■ Exercise goal:
Check each line below for the word "paths", then please report how many lines have it and nothing more.

■ Given entries:
::::
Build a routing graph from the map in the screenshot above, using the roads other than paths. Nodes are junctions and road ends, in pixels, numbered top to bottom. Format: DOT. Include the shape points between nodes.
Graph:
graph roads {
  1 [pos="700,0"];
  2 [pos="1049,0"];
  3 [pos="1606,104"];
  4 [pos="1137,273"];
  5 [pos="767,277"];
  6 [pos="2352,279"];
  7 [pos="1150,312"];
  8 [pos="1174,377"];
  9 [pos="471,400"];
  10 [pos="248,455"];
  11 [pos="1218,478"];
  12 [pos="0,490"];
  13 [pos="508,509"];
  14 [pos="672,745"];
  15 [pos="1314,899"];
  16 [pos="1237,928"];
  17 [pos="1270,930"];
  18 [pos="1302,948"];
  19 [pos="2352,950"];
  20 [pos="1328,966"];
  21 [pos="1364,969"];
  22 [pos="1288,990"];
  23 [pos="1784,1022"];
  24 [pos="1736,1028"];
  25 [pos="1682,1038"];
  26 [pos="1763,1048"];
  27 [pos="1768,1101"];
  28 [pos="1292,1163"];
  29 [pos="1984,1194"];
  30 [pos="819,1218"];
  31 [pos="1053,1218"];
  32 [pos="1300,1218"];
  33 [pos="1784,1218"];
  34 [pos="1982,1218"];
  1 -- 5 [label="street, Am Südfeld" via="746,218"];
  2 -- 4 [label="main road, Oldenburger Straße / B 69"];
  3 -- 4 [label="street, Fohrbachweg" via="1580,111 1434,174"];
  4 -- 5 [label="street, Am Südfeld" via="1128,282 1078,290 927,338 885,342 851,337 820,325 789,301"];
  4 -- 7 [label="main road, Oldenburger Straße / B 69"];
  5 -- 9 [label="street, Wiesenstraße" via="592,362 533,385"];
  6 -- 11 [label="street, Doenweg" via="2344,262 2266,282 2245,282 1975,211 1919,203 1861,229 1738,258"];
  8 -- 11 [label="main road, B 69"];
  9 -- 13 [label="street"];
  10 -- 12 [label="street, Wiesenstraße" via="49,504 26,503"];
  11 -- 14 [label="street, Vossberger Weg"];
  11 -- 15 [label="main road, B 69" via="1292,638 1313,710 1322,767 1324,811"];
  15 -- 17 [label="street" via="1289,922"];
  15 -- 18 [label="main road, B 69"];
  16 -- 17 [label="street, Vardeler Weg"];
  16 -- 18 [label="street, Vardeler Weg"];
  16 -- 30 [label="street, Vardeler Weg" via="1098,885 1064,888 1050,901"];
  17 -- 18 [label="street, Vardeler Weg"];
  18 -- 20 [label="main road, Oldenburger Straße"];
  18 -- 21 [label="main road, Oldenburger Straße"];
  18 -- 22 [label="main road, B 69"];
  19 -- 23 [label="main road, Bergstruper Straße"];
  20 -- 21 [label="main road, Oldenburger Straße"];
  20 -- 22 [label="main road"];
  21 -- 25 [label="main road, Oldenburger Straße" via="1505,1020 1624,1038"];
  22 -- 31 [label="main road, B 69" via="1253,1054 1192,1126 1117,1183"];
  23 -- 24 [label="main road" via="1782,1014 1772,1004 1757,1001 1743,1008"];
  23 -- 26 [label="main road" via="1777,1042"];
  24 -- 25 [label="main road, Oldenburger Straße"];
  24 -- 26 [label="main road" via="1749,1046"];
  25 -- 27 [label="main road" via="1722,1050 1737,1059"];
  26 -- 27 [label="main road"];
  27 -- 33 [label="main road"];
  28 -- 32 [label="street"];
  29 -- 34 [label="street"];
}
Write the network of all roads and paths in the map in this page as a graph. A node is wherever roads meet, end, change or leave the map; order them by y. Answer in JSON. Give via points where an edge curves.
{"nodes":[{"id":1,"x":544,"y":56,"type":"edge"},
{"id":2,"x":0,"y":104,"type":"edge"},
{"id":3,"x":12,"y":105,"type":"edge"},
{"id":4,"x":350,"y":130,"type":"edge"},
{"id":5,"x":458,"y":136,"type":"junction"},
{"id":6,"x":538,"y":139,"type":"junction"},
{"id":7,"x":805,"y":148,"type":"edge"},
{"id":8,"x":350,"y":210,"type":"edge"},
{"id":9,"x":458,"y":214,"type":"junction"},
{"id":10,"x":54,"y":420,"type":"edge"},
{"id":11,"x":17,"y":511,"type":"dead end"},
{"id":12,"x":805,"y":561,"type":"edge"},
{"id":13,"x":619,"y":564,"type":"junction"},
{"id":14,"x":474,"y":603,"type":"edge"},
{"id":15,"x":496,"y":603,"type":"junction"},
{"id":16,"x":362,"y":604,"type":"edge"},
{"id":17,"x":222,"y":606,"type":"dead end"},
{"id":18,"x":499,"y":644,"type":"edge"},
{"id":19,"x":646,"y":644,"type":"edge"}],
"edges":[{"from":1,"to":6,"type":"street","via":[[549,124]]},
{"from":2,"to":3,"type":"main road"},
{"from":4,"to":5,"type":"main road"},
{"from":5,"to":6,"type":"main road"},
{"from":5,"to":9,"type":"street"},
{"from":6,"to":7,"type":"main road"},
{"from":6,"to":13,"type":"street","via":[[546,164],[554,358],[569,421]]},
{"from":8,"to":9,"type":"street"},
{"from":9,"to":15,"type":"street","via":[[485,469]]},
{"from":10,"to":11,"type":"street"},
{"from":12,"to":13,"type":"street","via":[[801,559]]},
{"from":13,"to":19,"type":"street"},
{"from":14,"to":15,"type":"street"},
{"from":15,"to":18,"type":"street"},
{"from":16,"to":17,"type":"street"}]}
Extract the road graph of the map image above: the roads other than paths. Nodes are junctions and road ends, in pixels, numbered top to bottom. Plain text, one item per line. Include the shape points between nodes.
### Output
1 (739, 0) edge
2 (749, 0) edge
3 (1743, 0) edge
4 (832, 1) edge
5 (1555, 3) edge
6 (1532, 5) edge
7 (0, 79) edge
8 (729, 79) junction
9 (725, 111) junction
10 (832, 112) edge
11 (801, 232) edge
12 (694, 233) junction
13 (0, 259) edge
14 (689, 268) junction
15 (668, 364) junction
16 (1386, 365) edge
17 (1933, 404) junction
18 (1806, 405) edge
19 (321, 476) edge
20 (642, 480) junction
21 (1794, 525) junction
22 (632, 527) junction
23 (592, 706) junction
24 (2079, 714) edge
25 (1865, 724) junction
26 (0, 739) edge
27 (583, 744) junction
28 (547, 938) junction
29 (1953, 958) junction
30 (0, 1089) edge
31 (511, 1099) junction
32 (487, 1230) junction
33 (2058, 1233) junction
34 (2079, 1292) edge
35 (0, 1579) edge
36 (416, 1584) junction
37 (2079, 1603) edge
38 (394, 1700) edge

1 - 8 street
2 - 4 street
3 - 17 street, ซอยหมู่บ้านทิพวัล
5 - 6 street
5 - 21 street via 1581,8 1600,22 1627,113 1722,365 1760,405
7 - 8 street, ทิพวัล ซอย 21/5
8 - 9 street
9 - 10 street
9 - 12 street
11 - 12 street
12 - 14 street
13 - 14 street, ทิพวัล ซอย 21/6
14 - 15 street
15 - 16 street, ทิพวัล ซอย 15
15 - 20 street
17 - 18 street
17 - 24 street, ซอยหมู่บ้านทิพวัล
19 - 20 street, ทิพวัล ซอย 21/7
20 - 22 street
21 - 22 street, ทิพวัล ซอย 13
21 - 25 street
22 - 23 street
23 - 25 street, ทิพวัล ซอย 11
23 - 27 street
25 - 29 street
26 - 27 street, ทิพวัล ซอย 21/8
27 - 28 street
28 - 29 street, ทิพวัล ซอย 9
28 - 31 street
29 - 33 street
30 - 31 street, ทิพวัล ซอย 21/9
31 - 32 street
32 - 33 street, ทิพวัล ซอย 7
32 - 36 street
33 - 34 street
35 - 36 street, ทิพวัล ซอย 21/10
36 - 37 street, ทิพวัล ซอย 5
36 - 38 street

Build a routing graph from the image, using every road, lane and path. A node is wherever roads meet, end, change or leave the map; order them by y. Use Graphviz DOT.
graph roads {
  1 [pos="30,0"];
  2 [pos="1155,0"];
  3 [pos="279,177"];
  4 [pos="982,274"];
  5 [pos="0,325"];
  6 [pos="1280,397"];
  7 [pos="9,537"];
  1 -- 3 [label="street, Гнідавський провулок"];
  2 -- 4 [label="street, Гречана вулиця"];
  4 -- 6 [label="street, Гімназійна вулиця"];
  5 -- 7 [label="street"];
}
::::
■ Written answer:
3